Лица солдат оборотились к Никитину, но никто не отозвался, не улыбнулся на слова сержанта, все после вчерашних поминок, видимо, понимали, что между комбатом и командиром взвода не на шутку выросла стена раздора, догадывались, почему не уехал поутру в госпиталь Гранатуров и что за разговор мог быть минуту назад между ними. Таткин, с уныло поникшими усами, потревоженно замерцал в набрякших складках век рыжеватыми глазками, Ушатиков, украдкой кормивший кусочками мяса кошку на коленях, заморгал жалостливо при окрике сержанта и, не сталкивая кошку с колен, обтирая ладони о гимнастерку, привстал растерянно и снова сел, не вполне сообразив, что хотел от него Меженин и зачем стоял в дверях и не входил в столовую лейтенант Никитин. И, сконфузясь, Ушатиков пробормотал:
— Голодная она, навроде как сирота…
— Малой ребятенок ты, — заметил старший сержант Зыкин и отложил ложку. — Голова у тебя — сирота. Ветер в ней гуляет, ровно в пустом сарае. Садитесь, товарищ лейтенант, перекусите малость.

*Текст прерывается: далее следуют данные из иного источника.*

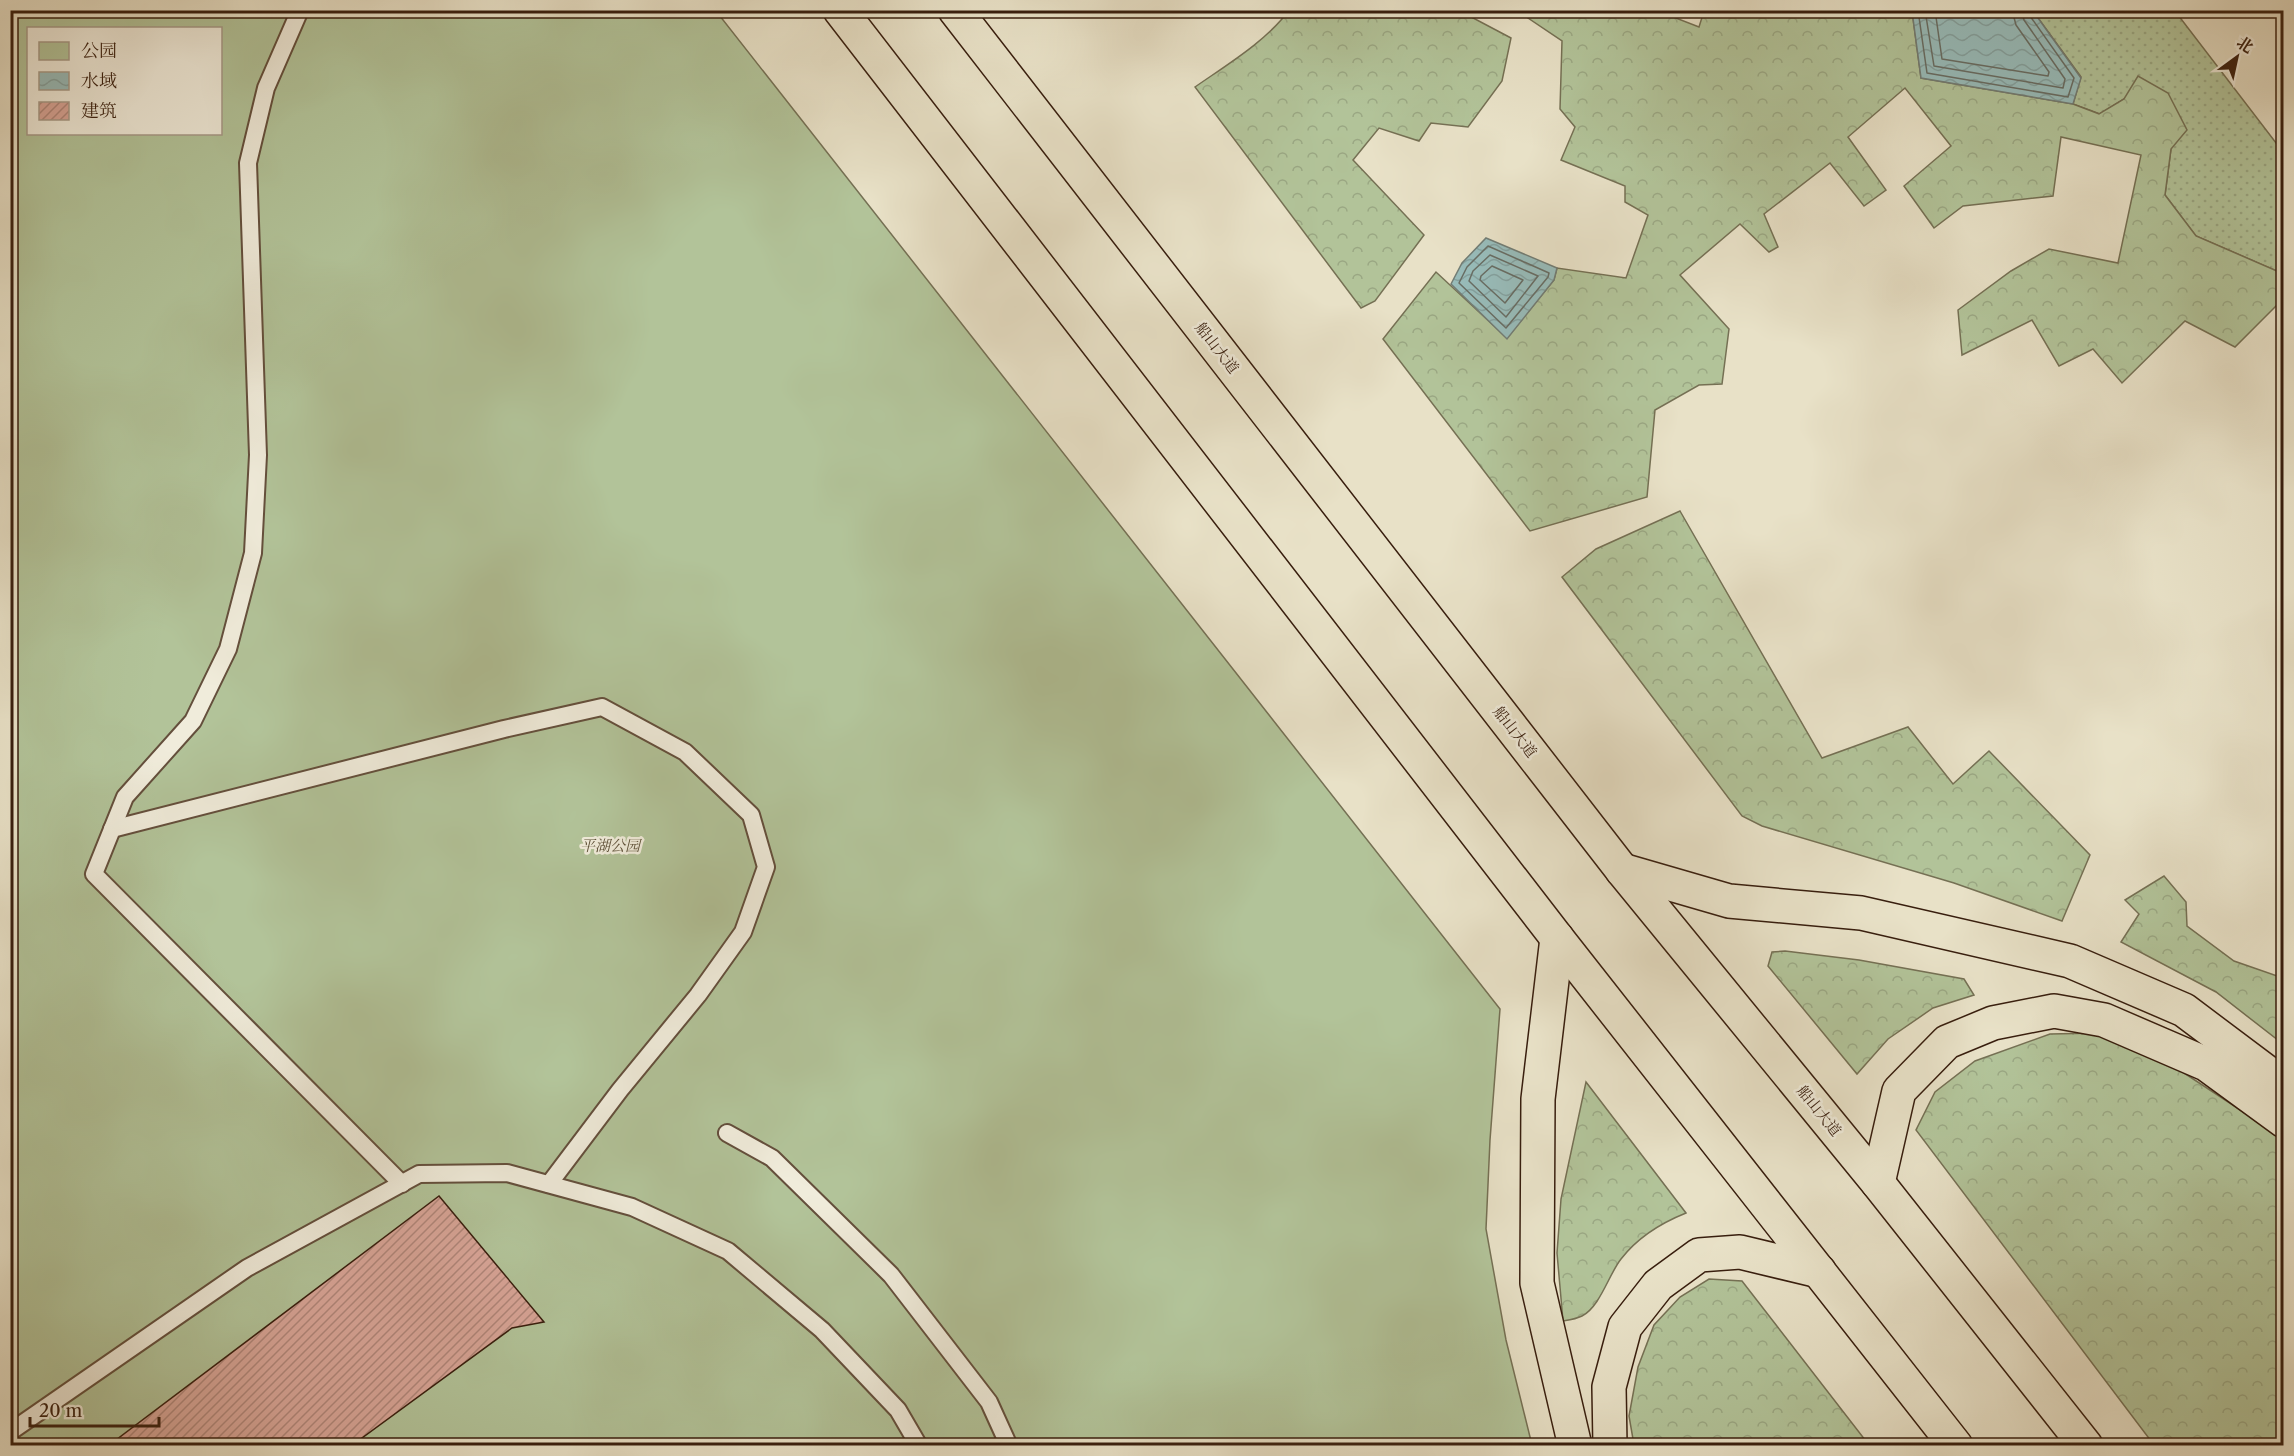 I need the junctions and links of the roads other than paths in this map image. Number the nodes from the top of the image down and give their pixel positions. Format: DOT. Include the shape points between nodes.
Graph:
graph roads {
  1 [pos="300,10"];
  2 [pos="840,10"];
  3 [pos="955,10"];
  4 [pos="112,829"];
  5 [pos="1622,870"];
  6 [pos="1557,938"];
  7 [pos="2283,1085"];
  8 [pos="2283,1120"];
  9 [pos="727,1133"];
  10 [pos="1878,1183"];
  11 [pos="402,1184"];
  12 [pos="549,1184"];
  13 [pos="1819,1271"];
  14 [pos="10,1432"];
  15 [pos="919,1446"];
  16 [pos="1009,1446"];
  17 [pos="1575,1446"];
  18 [pos="1610,1446"];
  19 [pos="1956,1446"];
  20 [pos="2086,1446"];
  1 -- 4 [label="lane" via="266,88 248,163 258,455 253,553 228,649 193,721 125,797"];
  2 -- 6 [label="highway"];
  3 -- 5 [label="highway, 船山大道"];
  4 -- 11 [label="lane" via="94,874"];
  4 -- 12 [label="lane" via="602,707 685,752 751,815 766,867 743,932"];
  5 -- 7 [label="highway" via="1729,901 1861,913 2070,961 2184,1010"];
  5 -- 10 [label="highway, 船山大道"];
  6 -- 13 [label="highway"];
  6 -- 17 [label="highway" via="1539,1100 1537,1283"];
  8 -- 10 [label="highway" via="2206,1064 2104,1020 2054,1011 1993,1023 1947,1042 1899,1091"];
  9 -- 16 [label="lane" via="772,1158 891,1275 989,1402"];
  10 -- 20 [label="highway, 船山大道"];
  11 -- 12 [label="lane" via="419,1174 507,1173"];
  11 -- 14 [label="lane" via="247,1268"];
  12 -- 15 [label="lane" via="632,1207 728,1251 822,1329 898,1410"];
  13 -- 18 [label="highway" via="1740,1252 1699,1255 1658,1285 1625,1327 1609,1387"];
  13 -- 19 [label="highway"];
}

Солдаты молчали, искоса поглядывая на Меженина, он щурился, губы его раздвигала наигранная полуухмылка, чуть приоткрывая прокуренные передние зубы.
— Никак голодать решили, товарищ лейтенант?
— Есть не хочу, — ответил Никитин и, подходя к столу, внезапно почувствовал темные, глухие удары в голове, сразу пересохло в горле, как тогда на поляне, когда стояли они за щитом орудия и когда пошел вперед по траве к лесничеству Княжко, и в крайние секунды чего-то непредвиденного, вот-вот готового свершиться по не уловимой никем причине, не выдержав этих секунд, упредительно нажал на спуск Меженин, и разрыв снаряда молнией сверкнул в верхнем окне, откуда прогремела автоматная очередь, — и, споткнувшись, сделав еще шаг, упал на колени Княжко, зачем-то вытирая лоб платком. «Я ведь не давал Меженину команды. Почему он стрелял? — сквозь удары в голове вспомнил поразительно ясно Никитин, и вместе с отчетливой ясностью того момента, всплывшего в памяти, замутненной всем случившимся позже, он поразился и тому, что никто — ни он сам, ни солдаты — не обратил внимания, не помнил вчера этого. «Нет, никто его не обвинял… Но почему я обвиняю его? Что я чувствую к нему? Ненависть? Гадливость? Значит, ему полностью верит Гранатуров? Или хочет верить?»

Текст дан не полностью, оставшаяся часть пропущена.